Scientists have redrawn the cosmic map of our corner of the universe, using new tools to define which galaxies interact with our own. The so-called supercluster of galaxies that contains the Milky Way has been named "Laniakea," which means "immense heaven" in Hawaiian.
Defining regions in an infinite universe is tricky business: Clusters of dozens of galaxies, called local groups, are further bound into clusters containing hundreds of galaxies. The Laniakea supercluster, described in a paper published in this week's Nature, is 500 million light-years in diameter and contains 100,000 galaxies - and we sit at the very edge of it. Together, those galaxies carry 100 million billion times the mass of our sun.

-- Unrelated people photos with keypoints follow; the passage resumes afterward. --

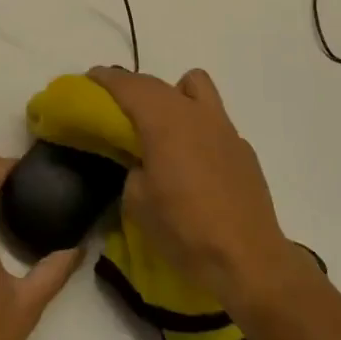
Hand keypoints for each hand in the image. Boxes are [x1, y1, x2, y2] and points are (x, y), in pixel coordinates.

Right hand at [90, 66, 302, 313]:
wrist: (248, 262)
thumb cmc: (185, 230)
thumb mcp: (137, 202)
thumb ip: (133, 169)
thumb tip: (141, 163)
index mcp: (164, 121)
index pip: (130, 86)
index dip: (107, 78)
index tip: (91, 77)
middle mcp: (195, 114)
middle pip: (159, 84)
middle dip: (135, 87)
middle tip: (118, 103)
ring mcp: (224, 128)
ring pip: (196, 86)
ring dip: (174, 94)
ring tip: (163, 123)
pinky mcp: (243, 150)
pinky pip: (214, 121)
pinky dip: (197, 126)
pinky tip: (194, 159)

How can such a massive number of galaxies be connected? While some areas of space are basically empty, others contain highly concentrated star power. In these areas, the supercluster galaxies are drawn toward each other in intricate ways. According to R. Brent Tully, an astronomer at the University of Hawaii at Manoa and lead author of the study, galaxies in the cosmos can be compared to water on Earth.
"Within a land form, water flows in certain directions," Tully said. "The water knows, even if the land is very flat, which way is downhill." Instead of downhill valleys that attract water flow, our universe has something called the "Great Attractor." This region serves as a gravitational focal point , influencing the motion of galaxies in the supercluster.
In the new study, Tully and his colleagues provide our first clear definition of a supercluster. By mapping the flow of over 8,000 galaxies that surround our own, they figured out where the clusters diverged. In other words, they pinpointed at what point galaxies started to be drawn toward a different "valley" than we are.
It's possible that scientists will eventually map out a cluster that's even more super. "We've found the local region, but we already see that our base of attraction is actually being pulled toward another base of attraction," Tully said. "We don't really understand why."
To solve that mystery, researchers will have to look two to three times farther than they did when they mapped Laniakea. That, Tully said, will be a huge undertaking - they'll have to chart the flow of tens of thousands more heavenly bodies. But while the borders of our cosmological continent may still be unknown, Earth has charted its country in the stars.